We have the colossi, but what happened to the Temple of Millions of Years of Amenhotep III?
The answer is easy: it is the largest funerary temple in Thebes, and for its construction, stone and adobe bricks were used for the most part.
This material, together with the fact that the temple was located in the floodplain, made the building. It had already begun to deteriorate in ancient times when it stopped receiving adequate attention. The waters that arrived with the flood of the Nile were slowly undoing the mud bricks with which the temple was built.
In addition to this, there was an earthquake in 1,200 BC that damaged the building.
After this earthquake, several monarchs after the great Amenhotep used the stones of his temple for their own constructions. We imagine that they were scattered around the enclosure after the earthquake.
And now we are faced with a new question: why build a temple in the flood zone? For pure symbology.

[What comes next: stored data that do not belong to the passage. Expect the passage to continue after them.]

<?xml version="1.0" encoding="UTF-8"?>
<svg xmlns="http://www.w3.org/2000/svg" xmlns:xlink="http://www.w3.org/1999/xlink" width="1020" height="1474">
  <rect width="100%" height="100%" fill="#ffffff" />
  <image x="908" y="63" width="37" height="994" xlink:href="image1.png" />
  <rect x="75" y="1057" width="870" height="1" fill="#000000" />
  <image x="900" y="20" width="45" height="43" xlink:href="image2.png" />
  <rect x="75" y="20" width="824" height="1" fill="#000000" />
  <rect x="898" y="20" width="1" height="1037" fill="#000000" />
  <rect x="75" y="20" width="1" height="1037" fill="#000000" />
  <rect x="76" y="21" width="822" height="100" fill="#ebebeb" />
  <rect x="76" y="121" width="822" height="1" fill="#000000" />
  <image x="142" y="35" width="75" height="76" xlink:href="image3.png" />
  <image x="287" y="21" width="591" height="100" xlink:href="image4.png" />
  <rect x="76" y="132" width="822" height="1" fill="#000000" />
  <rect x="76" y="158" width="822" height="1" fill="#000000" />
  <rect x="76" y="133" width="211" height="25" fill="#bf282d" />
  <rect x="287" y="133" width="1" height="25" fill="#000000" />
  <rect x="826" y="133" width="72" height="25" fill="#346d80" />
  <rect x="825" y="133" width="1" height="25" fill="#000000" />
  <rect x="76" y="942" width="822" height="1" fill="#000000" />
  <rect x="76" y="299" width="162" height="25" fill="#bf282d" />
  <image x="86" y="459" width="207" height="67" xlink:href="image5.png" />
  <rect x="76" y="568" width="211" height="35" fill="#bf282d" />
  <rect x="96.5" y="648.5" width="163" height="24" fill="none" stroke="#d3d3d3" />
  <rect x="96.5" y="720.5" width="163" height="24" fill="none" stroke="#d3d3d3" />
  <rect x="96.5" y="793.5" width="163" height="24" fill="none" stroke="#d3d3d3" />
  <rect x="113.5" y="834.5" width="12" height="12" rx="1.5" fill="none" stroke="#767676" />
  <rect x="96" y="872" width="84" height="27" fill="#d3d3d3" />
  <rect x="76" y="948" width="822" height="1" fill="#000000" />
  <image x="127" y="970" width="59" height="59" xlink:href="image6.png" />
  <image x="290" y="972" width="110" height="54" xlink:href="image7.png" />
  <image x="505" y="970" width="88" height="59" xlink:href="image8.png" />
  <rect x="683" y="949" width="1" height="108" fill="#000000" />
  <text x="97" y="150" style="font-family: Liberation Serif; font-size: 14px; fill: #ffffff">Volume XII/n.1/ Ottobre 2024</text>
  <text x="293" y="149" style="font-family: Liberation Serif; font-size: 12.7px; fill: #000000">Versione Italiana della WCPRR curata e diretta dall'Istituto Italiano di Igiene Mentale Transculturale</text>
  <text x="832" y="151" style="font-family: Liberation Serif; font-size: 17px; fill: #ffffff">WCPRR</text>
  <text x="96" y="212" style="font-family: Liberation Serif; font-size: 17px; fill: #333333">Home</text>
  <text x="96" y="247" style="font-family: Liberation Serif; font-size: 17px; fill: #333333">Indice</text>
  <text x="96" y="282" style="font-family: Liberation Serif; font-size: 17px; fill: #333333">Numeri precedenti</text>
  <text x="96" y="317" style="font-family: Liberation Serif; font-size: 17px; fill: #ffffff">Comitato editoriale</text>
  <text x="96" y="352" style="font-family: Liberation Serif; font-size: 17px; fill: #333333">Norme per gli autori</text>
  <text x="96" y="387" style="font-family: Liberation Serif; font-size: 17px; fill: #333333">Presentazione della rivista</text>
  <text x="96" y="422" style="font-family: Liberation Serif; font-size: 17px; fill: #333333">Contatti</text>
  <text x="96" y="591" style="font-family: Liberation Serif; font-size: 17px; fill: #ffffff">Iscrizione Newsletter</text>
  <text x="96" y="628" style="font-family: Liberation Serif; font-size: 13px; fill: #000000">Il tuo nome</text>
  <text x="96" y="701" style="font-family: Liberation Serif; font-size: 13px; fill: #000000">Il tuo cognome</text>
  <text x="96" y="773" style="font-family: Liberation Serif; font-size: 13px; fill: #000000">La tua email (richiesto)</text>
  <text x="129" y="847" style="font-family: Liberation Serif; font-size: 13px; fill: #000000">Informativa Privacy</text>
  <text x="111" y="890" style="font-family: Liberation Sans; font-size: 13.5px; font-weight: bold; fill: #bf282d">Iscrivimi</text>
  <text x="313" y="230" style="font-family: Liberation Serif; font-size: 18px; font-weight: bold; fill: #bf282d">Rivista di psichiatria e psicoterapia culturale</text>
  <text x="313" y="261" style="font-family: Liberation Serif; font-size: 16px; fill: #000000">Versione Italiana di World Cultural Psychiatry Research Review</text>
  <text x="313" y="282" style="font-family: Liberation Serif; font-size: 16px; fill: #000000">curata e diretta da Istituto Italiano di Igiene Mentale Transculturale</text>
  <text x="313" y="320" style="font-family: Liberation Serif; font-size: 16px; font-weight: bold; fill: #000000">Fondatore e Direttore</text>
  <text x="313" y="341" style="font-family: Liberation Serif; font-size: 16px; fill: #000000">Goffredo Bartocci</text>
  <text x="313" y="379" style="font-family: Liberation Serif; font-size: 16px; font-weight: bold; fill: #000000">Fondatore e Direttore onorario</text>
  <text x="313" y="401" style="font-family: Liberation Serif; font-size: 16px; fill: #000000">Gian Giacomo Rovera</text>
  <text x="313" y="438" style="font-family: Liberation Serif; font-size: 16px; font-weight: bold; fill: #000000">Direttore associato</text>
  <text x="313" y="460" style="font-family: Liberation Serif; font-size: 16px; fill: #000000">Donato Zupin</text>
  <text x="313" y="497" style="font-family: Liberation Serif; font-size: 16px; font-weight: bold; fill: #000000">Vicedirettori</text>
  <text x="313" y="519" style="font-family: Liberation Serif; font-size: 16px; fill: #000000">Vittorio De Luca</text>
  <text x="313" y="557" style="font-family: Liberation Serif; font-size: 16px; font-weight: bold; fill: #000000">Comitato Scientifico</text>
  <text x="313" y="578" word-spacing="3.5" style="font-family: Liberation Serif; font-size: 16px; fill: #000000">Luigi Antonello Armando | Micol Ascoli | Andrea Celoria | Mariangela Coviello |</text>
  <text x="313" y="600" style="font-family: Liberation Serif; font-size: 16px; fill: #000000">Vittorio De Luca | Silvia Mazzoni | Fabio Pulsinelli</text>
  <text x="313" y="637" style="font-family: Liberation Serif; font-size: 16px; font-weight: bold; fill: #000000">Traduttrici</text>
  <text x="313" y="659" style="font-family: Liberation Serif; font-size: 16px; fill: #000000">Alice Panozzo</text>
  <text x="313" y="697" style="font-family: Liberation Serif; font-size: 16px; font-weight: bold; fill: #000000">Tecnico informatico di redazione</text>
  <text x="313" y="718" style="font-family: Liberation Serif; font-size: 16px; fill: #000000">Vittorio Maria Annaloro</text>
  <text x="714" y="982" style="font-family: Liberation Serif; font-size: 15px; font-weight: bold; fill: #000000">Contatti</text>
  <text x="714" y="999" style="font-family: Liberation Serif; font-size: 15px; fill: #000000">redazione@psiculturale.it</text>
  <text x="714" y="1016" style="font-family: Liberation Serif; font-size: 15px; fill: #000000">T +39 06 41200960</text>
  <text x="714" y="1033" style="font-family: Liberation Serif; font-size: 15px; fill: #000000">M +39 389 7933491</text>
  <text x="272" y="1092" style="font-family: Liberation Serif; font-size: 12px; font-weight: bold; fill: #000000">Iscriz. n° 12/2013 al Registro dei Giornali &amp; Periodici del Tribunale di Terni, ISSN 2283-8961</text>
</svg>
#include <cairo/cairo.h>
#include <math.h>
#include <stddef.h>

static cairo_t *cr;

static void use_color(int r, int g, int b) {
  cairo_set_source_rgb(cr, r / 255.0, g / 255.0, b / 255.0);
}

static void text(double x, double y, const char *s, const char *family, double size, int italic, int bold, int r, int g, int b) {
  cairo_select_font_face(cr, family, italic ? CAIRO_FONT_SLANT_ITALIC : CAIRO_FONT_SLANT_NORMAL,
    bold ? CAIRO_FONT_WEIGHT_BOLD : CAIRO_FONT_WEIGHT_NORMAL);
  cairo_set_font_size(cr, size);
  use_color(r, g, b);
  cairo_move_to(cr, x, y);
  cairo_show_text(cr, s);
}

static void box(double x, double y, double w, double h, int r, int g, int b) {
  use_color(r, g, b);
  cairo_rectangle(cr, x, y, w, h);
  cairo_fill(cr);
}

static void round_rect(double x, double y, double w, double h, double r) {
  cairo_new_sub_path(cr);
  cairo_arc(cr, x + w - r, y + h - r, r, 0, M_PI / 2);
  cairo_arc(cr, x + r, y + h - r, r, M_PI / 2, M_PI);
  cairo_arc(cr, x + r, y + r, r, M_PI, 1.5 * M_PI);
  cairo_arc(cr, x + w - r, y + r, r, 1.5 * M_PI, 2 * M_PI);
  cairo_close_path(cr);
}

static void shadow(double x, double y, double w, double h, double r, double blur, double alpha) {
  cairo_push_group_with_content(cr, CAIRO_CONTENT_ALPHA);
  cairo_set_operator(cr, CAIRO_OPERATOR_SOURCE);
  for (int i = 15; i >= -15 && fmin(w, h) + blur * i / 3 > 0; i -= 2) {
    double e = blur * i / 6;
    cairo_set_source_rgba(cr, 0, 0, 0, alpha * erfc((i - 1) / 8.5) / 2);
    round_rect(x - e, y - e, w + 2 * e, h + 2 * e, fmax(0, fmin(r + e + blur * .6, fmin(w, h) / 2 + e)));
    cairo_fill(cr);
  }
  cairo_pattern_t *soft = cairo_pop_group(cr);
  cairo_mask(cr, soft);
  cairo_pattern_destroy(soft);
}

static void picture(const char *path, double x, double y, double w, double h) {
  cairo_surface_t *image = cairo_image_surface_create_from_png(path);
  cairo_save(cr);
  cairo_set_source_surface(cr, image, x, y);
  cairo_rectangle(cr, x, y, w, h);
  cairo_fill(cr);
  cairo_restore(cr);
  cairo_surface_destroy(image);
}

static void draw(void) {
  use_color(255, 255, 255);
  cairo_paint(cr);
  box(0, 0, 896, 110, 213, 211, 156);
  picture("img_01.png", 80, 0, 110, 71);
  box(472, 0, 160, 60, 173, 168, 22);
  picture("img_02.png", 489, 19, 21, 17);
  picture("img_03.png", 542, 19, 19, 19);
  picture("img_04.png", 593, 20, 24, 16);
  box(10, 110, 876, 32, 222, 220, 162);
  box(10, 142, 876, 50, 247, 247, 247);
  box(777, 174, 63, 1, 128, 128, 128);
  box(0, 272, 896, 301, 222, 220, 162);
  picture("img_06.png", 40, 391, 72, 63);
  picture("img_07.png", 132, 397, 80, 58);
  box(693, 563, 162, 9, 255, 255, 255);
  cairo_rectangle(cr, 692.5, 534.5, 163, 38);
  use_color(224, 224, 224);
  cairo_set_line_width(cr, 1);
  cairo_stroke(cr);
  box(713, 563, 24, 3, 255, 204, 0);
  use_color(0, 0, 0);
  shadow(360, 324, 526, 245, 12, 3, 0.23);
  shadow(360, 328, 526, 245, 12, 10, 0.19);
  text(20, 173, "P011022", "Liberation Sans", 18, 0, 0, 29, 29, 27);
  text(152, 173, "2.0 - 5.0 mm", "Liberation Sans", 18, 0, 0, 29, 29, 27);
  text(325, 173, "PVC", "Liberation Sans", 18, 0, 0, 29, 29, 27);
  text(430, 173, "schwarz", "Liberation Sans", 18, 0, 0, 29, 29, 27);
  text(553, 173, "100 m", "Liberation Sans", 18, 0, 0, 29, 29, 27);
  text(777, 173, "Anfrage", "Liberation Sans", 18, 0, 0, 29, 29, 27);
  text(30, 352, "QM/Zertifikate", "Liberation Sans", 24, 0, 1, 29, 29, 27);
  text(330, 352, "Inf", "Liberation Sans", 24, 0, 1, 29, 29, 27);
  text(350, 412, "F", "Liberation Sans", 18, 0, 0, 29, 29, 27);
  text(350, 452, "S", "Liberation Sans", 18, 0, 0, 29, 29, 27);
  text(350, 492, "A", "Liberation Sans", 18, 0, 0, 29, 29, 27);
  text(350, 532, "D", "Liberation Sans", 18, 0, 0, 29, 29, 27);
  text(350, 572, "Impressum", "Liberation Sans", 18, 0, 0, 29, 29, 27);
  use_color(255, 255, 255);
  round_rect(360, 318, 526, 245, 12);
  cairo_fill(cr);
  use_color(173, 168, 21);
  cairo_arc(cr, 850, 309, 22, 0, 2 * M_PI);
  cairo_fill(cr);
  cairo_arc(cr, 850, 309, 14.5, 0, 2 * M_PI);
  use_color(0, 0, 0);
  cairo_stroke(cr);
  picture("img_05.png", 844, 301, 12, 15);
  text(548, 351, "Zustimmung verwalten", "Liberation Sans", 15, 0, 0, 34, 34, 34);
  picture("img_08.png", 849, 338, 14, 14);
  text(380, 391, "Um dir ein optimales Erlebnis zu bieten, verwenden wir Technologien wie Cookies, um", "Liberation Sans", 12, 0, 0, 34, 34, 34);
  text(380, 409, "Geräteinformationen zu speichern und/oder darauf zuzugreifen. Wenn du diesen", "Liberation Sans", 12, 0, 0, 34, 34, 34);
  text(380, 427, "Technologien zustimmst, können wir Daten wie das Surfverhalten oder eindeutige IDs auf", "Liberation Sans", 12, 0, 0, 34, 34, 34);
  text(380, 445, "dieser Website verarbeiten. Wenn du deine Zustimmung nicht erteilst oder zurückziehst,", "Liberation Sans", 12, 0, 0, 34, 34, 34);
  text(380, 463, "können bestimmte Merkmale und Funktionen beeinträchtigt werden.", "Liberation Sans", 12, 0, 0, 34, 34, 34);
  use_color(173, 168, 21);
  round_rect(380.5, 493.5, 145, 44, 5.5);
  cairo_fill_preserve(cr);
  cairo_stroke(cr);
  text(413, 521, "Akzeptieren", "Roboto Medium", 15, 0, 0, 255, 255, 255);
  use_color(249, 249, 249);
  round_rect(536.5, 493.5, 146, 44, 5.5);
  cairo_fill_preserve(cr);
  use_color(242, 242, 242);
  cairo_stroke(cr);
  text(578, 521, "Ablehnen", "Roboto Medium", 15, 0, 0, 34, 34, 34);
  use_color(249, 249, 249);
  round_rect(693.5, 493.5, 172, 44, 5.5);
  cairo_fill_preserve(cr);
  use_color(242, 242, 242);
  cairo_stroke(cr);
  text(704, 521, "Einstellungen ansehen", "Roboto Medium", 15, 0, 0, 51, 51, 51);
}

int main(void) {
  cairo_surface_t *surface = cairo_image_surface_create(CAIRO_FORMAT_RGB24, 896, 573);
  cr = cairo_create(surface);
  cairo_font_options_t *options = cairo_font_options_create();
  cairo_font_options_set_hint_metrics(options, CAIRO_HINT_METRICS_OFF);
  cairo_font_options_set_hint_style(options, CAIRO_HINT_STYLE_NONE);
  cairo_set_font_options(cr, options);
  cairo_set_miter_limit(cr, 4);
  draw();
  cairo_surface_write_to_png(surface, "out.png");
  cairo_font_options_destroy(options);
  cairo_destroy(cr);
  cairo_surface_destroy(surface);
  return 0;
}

When building the temple here, it was intended that the Nile’s waters would reach it with the flood year after year. The entire temple, except for the sanctuary – which would have been built on a mound – would have been flooded during the flooding of the river.
This way, when the flood receded, the temple literally represented the emergence of the world, and life, among the primeval waters of creation (this is how the ancient Egyptians believed that the appearance of the world had taken place for the first time, with a mound of earth that arose between the waters of the Nun, the original ocean).
The Colossi of Memnon and their legend
Now, we have to ask ourselves where the name of the colossi of Amenhotep III comes from since Memnon does not refer to any Egyptian story, but to Greek.
In addition to the earthquake of 1,200 BC, we know that there was a new earthquake in 27 BC in Thebes, recorded by the Greek geographer Strabo (64 BC – 21 AD).